Stored items.
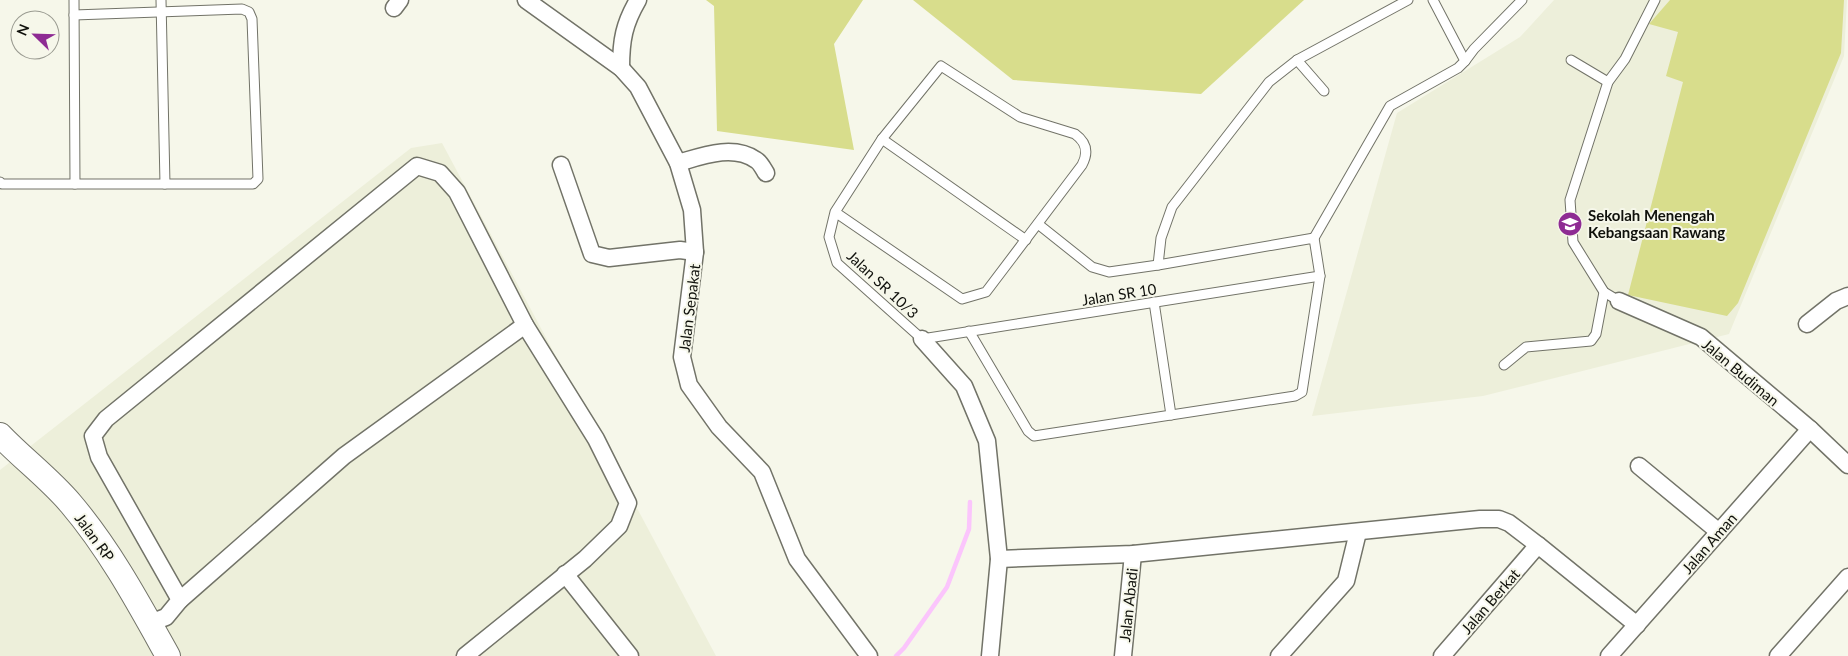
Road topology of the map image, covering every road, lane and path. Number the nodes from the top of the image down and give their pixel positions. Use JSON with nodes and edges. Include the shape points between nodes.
{"nodes":[{"id":1,"x":74,"y":0,"type":"edge"},
{"id":2,"x":161,"y":0,"type":"edge"},
{"id":3,"x":526,"y":0,"type":"edge"},
{"id":4,"x":638,"y":0,"type":"edge"},
{"id":5,"x":1408,"y":0,"type":"edge"},
{"id":6,"x":1433,"y":0,"type":"edge"},
{"id":7,"x":1522,"y":0,"type":"edge"},
{"id":8,"x":1655,"y":0,"type":"edge"},
{"id":9,"x":161,"y":11,"type":"junction"},
{"id":10,"x":74,"y":15,"type":"junction"},
{"id":11,"x":1298,"y":60,"type":"junction"},
{"id":12,"x":1571,"y":60,"type":"dead end"},
{"id":13,"x":1465,"y":61,"type":"junction"},
{"id":14,"x":621,"y":68,"type":"junction"},
{"id":15,"x":1608,"y":82,"type":"junction"},
{"id":16,"x":1324,"y":91,"type":"dead end"},
{"id":17,"x":882,"y":139,"type":"junction"},
{"id":18,"x":678,"y":163,"type":"junction"},
{"id":19,"x":561,"y":166,"type":"dead end"},
{"id":20,"x":766,"y":173,"type":"dead end"},
{"id":21,"x":0,"y":182,"type":"edge"},
{"id":22,"x":75,"y":184,"type":"junction"},
{"id":23,"x":165,"y":184,"type":"junction"},
{"id":24,"x":835,"y":212,"type":"junction"},
{"id":25,"x":1038,"y":224,"type":"junction"},
{"id":26,"x":1314,"y":238,"type":"junction"},
{"id":27,"x":1026,"y":240,"type":"junction"},
{"id":28,"x":695,"y":252,"type":"junction"},
{"id":29,"x":1158,"y":265,"type":"junction"},
{"id":30,"x":1320,"y":276,"type":"junction"},
{"id":31,"x":1604,"y":292,"type":"junction"},
{"id":32,"x":1848,"y":296,"type":"edge"},
{"id":33,"x":1619,"y":301,"type":"joint"},
{"id":34,"x":1154,"y":302,"type":"junction"},
{"id":35,"x":1807,"y":324,"type":"dead end"},
{"id":36,"x":525,"y":325,"type":"junction"},
{"id":37,"x":969,"y":331,"type":"junction"},
{"id":38,"x":922,"y":339,"type":"junction"},
{"id":39,"x":1504,"y":365,"type":"dead end"},
{"id":40,"x":1171,"y":415,"type":"junction"},
{"id":41,"x":1810,"y":430,"type":"junction"},
{"id":42,"x":0,"y":435,"type":"edge"},
{"id":43,"x":1848,"y":465,"type":"edge"},
{"id":44,"x":1639,"y":466,"type":"dead end"},
{"id":45,"x":1358,"y":532,"type":"junction"},
{"id":46,"x":1719,"y":532,"type":"junction"},
{"id":47,"x":1538,"y":545,"type":"junction"},
{"id":48,"x":1133,"y":554,"type":"junction"},
{"id":49,"x":999,"y":559,"type":"junction"},
{"id":50,"x":565,"y":574,"type":"junction"},
{"id":51,"x":1848,"y":577,"type":"edge"},
{"id":52,"x":180,"y":600,"type":"junction"},
{"id":53,"x":150,"y":624,"type":"junction"},
{"id":54,"x":1637,"y":625,"type":"junction"},
{"id":55,"x":168,"y":656,"type":"edge"},
{"id":56,"x":465,"y":656,"type":"edge"},
{"id":57,"x":630,"y":656,"type":"edge"},
{"id":58,"x":869,"y":656,"type":"edge"},
{"id":59,"x":990,"y":656,"type":"edge"},
{"id":60,"x":1123,"y":656,"type":"edge"},
{"id":61,"x":1279,"y":656,"type":"edge"},
{"id":62,"x":1442,"y":656,"type":"edge"},
{"id":63,"x":1609,"y":656,"type":"edge"},
{"id":64,"x":1778,"y":656,"type":"edge"}],
"edges":[{"from":1,"to":10,"type":"lane"},
{"from":2,"to":9,"type":"lane"},
{"from":3,"to":14,"type":"street","name":"Jalan Sepakat"},
{"from":4,"to":14,"type":"street","via":[[624,30]]},
{"from":5,"to":11,"type":"lane"},
{"from":6,"to":13,"type":"lane"},
{"from":7,"to":13,"type":"lane"},
{"from":8,"to":15,"type":"lane","via":[[1625,59]]},
{"from":9,"to":10,"type":"lane"},
{"from":9,"to":23,"type":"lane"},
{"from":9,"to":23,"type":"lane","via":[[246,9],[252,15],[259,172],[253,184]]},
{"from":10,"to":22,"type":"lane"},
{"from":11,"to":16,"type":"lane"},
{"from":11,"to":29,"type":"lane","via":[[1269,82],[1172,207],[1161,238]]},
{"from":12,"to":15,"type":"lane"},
{"from":13,"to":26,"type":"lane","via":[[1390,106]]},
{"from":14,"to":18,"type":"street","name":"Jalan Sepakat","via":[[638,86]]},
{"from":15,"to":31,"type":"lane","via":[[1570,200],[1572,242]]},
{"from":17,"to":24,"type":"lane","name":"Jalan SR 10/3"},
{"from":17,"to":25,"type":"lane","name":"Jalan SR 10/3","via":[[941,66],[1020,117],[1075,134],[1085,144],[1086,158]]},
{"from":17,"to":27,"type":"lane"},
{"from":18,"to":20,"type":"street","via":[[727,152],[758,160]]},
{"from":18,"to":28,"type":"street","name":"Jalan Sepakat","via":[[692,210]]},
{"from":19,"to":28,"type":"street","via":[[592,254],[609,258],[680,250]]},
{"from":21,"to":22,"type":"lane"},
{"from":22,"to":23,"type":"lane"},
{"from":24,"to":27,"type":"lane","via":[[962,299],[986,292]]},
{"from":24,"to":38,"type":"lane","name":"Jalan SR 10/3","via":[[830,237],[837,263]]},
{"from":25,"to":27,"type":"lane"},
{"from":25,"to":29,"type":"lane","via":[[1092,267],[1109,272]]},
{"from":26,"to":29,"type":"lane"},
{"from":26,"to":30,"type":"lane"},
{"from":28,"to":58,"type":"street","name":"Jalan Sepakat","via":[[682,358],[689,384],[720,426],[762,472],[797,559]]},
{"from":30,"to":34,"type":"lane","name":"Jalan SR 10"},
{"from":30,"to":40,"type":"lane","via":[[1304,388],[1299,395]]},
{"from":31,"to":33,"type":"lane"},
{"from":31,"to":39,"type":"lane","via":[[1596,334],[1591,341],[1526,347]]},
{"from":32,"to":35,"type":"street","via":[[1836,301]]},
{"from":33,"to":41,"type":"street","name":"Jalan Budiman","via":[[1701,337]]},
{"from":34,"to":37,"type":"lane","name":"Jalan SR 10"},
{"from":34,"to":40,"type":"lane"},
{"from":36,"to":50,"type":"street","via":[[596,439],[628,503],[619,526]]},
{"from":36,"to":52,"type":"street","via":[[344,456]]},
{"from":36,"to":52,"type":"street","via":[[457,192],[440,173],[417,166],[398,180],[106,419],[93,436],[99,457]]},
{"from":37,"to":38,"type":"lane","name":"Jalan SR 10"},
{"from":37,"to":40,"type":"lane","via":[[1034,436]]},
{"from":38,"to":49,"type":"street","via":[[964,386],[987,441]]},
{"from":41,"to":43,"type":"street","name":"Jalan Budiman"},
{"from":41,"to":46,"type":"street","name":"Jalan Aman"},
{"from":42,"to":53,"type":"street","name":"Jalan RP","via":[[72,505],[114,562]]},
{"from":44,"to":46,"type":"street"},
{"from":45,"to":47,"type":"street","via":[[1492,518],[1509,523]]},
{"from":45,"to":48,"type":"street"},
{"from":45,"to":61,"type":"street","via":[[1346,581]]},
{"from":46,"to":54,"type":"street","name":"Jalan Aman"},
{"from":47,"to":54,"type":"street"},
{"from":47,"to":62,"type":"street","name":"Jalan Berkat"},
{"from":48,"to":49,"type":"street"},
{"from":48,"to":60,"type":"street","name":"Jalan Abadi"},
{"from":49,"to":59,"type":"street"},
{"from":50,"to":56,"type":"street"},
{"from":50,"to":57,"type":"street"},
{"from":51,"to":64,"type":"street"},
{"from":52,"to":53,"type":"street","via":[[166,617]]},
{"from":53,"to":55,"type":"street","name":"Jalan RP"},
{"from":54,"to":63,"type":"street","name":"Jalan Aman"}]}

Task instructions. All lines holding the word "Budiman" must be copied from the data.

Response box.
{"from":33,"to":41,"type":"street","name":"Jalan Budiman","via":[[1701,337]]},
{"from":41,"to":43,"type":"street","name":"Jalan Budiman"},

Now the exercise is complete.